The annual temperature T for any given year n is

${T}_{n} = \left({T}_{{q}_{a},n} + {T}_{{q}_{b},n} + {T}_{{q}_{c},n} + {T}_{{q}_{d},n}\right) / 4$

where ${q}_{a}, {q}_{b}, {q}_{c}, {q}_{d}$ are the quarters in the year (in no particular order). So if one of the four quarters ${q}_{a}$ is missing:

${T}_{{q}_{a},n} = \delta {T}_{{q}_{a},n} + {\overline{T}}_{{q}_{a},N}$

where N is all years of the record.

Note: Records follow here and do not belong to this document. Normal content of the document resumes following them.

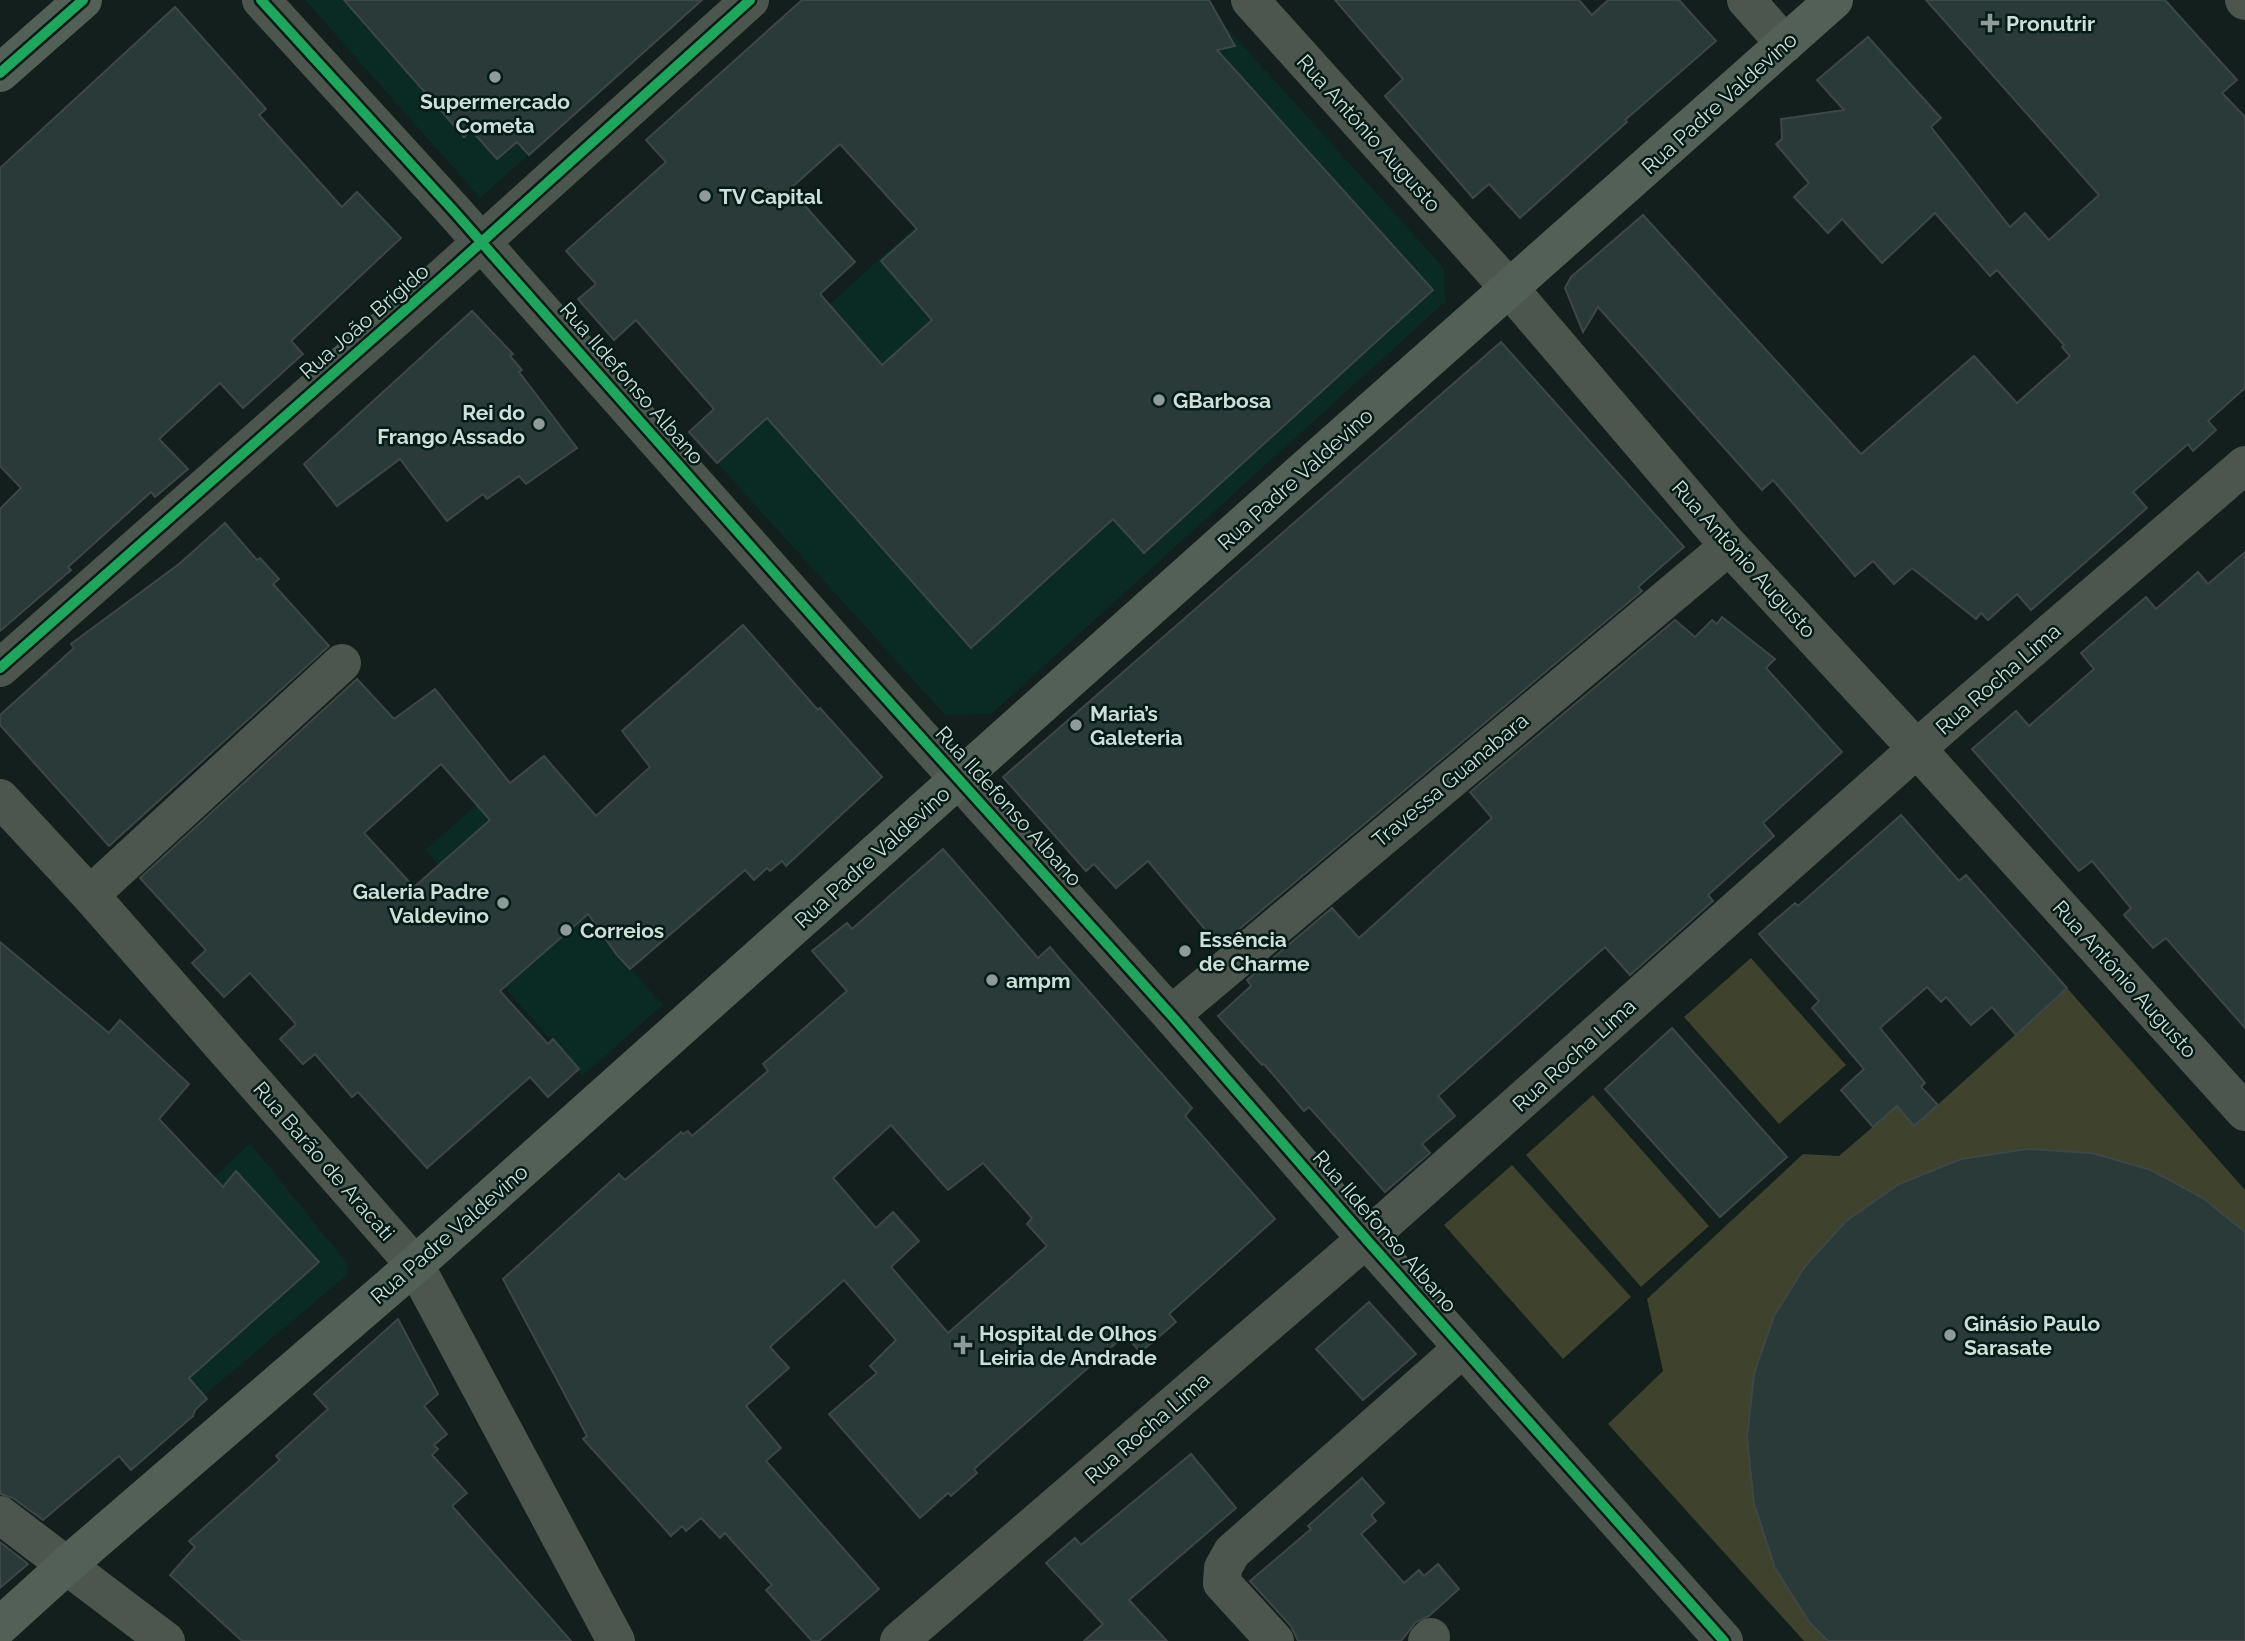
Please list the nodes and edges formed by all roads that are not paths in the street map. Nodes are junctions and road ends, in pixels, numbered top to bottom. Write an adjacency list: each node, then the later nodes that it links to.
1 (83, 0): 8 (main road)
2 (261, 0): 9 (street, Rua Ildefonso Albano)
3 (750, 0): 9 (street, Rua João Brígido)
4 (1250, 0): 10 (street, Rua Antônio Augusto)
5 (1746, 0): 7 (street)
6 (1834, 0): 7 (main road, Rua Padre Valdevino)
7 (1785, 44): 10 (main road, Rua Padre Valdevino)
8 (0, 73)
9 (481, 242): 14 (street, Rua João Brígido); 16 (street, Rua Ildefonso Albano)
10 (1508, 288): 12 (street, Rua Antônio Augusto); 16 (main road, Rua Padre Valdevino)
11 (2245, 465): 15 (street, Rua Rocha Lima)
12 (1729, 546): 15 (street, Rua Antônio Augusto); 19 (street, Travessa Guanabara)
13 (342, 663): 18 (street)
14 (0, 668)
15 (1917, 749): 20 (street, Rua Antônio Augusto); 21 (street, Rua Rocha Lima)
16 (958, 779): 19 (street, Rua Ildefonso Albano); 22 (main road, Rua Padre Valdevino)
17 (0, 798): 18 (street, Rua Barão de Aracati)
18 (90, 895): 22 (street, Rua Barão de Aracati)
19 (1171, 1015): 21 (street, Rua Ildefonso Albano)
20 (2245, 1112)
21 (1366, 1240): 23 (street, Rua Ildefonso Albano); 29 (street, Rua Rocha Lima)
22 (415, 1265): 25 (main road, Rua Padre Valdevino); 28 (street, Rua Barão de Aracati)
23 (1462, 1348): 30 (street); 31 (street, Rua Ildefonso Albano)
24 (0, 1515): 25 (street)
25 (66, 1566): 26 (main road, Rua Padre Valdevino); 27 (street)
26 (0, 1626)
27 (166, 1641)
28 (615, 1641)
29 (899, 1641)
30 (1275, 1641)
31 (1724, 1641)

Continuing:

$\delta {T}_{{q}_{a},n} = \left(\delta {T}_{{q}_{b},n} + \delta {T}_{{q}_{c},n} + \delta {T}_{{q}_{d},n}\right) / 3$

where

$\delta {T}_{q,n} = {\overline{T}}_{q,N} - {T}_{q,n}$

Substituting:
${T}_{q,n} = \frac{1}{3}{\overline{T}}_{{m}_{a},N} + \frac{1}{2}\left({T}_{{m}_{b},n} + {T}_{{m}_{c},n}\right) - \frac{1}{6}\left({\overline{T}}_{{m}_{b},N} + \overline{T}}_{{m}_{c},N}\right)$

And finally substituting for the annual temperature:

${T}_{n} = \frac{1}{4}{\overline{T}}_{{q}_{a},N} + \frac{1}{3}\left({T}_{{q}_{b},n} + {T}_{{q}_{c},n} + {T}_{{q}_{d},n}\right) - \frac{1}{12}\left({\overline{T}}_{{q}_{b},N} +$${\overline{T}}_{{q}_{c},N} + {\overline{T}}_{{q}_{d},N}\right)$

In this case, a missing quarterly value means that the annual average will be 50% based on quarterly averages instead of 25%, as one would intuitively expect.

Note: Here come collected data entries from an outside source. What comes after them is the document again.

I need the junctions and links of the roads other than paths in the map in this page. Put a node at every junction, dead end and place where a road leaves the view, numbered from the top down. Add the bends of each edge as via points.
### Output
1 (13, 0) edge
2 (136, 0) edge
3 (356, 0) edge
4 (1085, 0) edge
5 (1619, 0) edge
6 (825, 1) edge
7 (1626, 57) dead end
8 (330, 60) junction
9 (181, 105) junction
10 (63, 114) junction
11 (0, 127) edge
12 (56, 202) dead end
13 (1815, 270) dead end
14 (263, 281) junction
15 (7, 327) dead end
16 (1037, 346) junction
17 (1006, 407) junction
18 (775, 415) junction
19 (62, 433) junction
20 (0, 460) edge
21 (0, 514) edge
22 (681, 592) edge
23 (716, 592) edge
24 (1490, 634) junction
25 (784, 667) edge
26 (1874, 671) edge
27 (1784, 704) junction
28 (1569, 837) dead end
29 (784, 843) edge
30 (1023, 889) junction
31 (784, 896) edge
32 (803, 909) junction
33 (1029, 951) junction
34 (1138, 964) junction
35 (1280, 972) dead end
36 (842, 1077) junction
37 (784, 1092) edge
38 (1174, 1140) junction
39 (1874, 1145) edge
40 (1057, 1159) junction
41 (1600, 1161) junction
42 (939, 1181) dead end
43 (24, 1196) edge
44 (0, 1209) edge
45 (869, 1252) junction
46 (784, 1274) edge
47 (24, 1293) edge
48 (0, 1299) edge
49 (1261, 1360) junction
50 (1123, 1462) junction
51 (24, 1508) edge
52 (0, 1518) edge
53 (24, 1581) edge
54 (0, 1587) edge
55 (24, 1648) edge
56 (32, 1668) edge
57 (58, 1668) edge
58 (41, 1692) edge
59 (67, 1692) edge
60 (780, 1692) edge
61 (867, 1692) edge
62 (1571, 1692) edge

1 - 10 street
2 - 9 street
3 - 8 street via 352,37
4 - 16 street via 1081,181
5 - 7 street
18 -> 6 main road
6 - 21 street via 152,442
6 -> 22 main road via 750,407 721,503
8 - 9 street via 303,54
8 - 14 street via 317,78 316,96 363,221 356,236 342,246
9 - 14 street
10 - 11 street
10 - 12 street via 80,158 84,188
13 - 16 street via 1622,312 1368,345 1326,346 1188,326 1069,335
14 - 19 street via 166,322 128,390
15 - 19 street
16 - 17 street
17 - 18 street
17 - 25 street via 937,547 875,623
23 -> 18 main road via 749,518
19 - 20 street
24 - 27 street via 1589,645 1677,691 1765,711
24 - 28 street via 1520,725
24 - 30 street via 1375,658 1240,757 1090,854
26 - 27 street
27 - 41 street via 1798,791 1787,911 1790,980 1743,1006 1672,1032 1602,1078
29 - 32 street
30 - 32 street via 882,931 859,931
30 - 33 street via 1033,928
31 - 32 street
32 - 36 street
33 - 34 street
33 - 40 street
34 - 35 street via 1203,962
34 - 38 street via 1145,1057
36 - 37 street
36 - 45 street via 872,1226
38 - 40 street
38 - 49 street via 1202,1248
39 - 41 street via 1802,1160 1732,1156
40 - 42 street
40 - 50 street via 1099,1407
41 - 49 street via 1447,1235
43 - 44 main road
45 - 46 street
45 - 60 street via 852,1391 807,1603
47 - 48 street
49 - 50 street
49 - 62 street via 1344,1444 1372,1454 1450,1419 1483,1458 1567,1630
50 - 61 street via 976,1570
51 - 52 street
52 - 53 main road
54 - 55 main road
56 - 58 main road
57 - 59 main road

In this case, a missing quarterly value means that the annual average will be 50% based on quarterly averages instead of 25%, as one would intuitively expect.

122. John Goetz
Posted Sep 7, 2007 at 10:34 AM | Permalink

${T}_{q,n} = \frac{1}{4}{\overline{T}}_{{q}_{a},N} + \frac{1}{12}{\overline{T}}_{{q}_{b},N} + \frac{1}{12}{\overline{T}}_{{q}_{c},N} + \frac{1}{12}{\overline{T}}_{{q}_{d},N} + \frac{1}{6}{T}_{{q}_{b},n} + \frac{1}{6}{T}_{{q}_{c},n} + \frac{1}{6}{T}_{{q}_{d},n}$

123. John Goetz
Posted Sep 7, 2007 at 10:36 AM | Permalink

Argh…it works in the Latex equation editor.

Here is the raw latex:
{T}_{q,n} = \frac{1}{4}{\overline{T}}_{{q}_{a},N} + \frac{1}{12}{\overline{T}}_{{q}_{b},N} + \frac{1}{12}{\overline{T}}_{{q}_{c},N} + \frac{1}{12}{\overline{T}}_{{q}_{d},N} + \frac{1}{6}{T}_{{q}_{b},n} + \frac{1}{6}{T}_{{q}_{c},n} + \frac{1}{6}{T}_{{q}_{d},n}

Basically, take one-fourth of the current quarter average, add to it one-twelfth of each of the other three quarter averages, and add to that one sixth of the other three quarter actuals.

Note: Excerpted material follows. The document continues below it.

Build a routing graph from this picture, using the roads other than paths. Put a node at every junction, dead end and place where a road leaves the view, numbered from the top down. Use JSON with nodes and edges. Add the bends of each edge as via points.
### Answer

Steve: it looks like the formula was too long. just insert an end tex and re-start tex and it will patch.

124. JerryB
Posted Sep 7, 2007 at 12:10 PM | Permalink

John V,

Some caveats:

The GHCN daily files include many locations not included in the
GHCN (V2 monthly) files, and vice versa.

In GHCN V2, when monthly max/min data are present, the raw mean numbers
are almost always (max+min)/2.

The station numbers in GHCN daily are not the same as the station numbers
in GHCN V2.

125. steven mosher
Posted Sep 7, 2007 at 12:33 PM | Permalink

re 125.

JerryB… A while back we chatted about the rounding rules for daily data since the data
was ints.

Tmean = (tmax+tmin)/2

What was your thinking on this.. I’m loathe to search the threads..

126. JerryB
Posted Sep 7, 2007 at 1:19 PM | Permalink

RE #126

steven,

I posted an attempt to express Terry’s point in a different way, but I
avoided posting my views on the subject.

Someone, perhaps Jean S, posted a link to http://www.diycalculator.com/popup-m-round.shtml
which offers some thoughts on rounding. I like the idea of “bankers rounding”
but I would not like the overhead it would require.

Practically, for temperature data I would be inclined to keep the numbers in hundredths,
or thousandths, to reduce the effects of rounding errors with minimal computational overhead.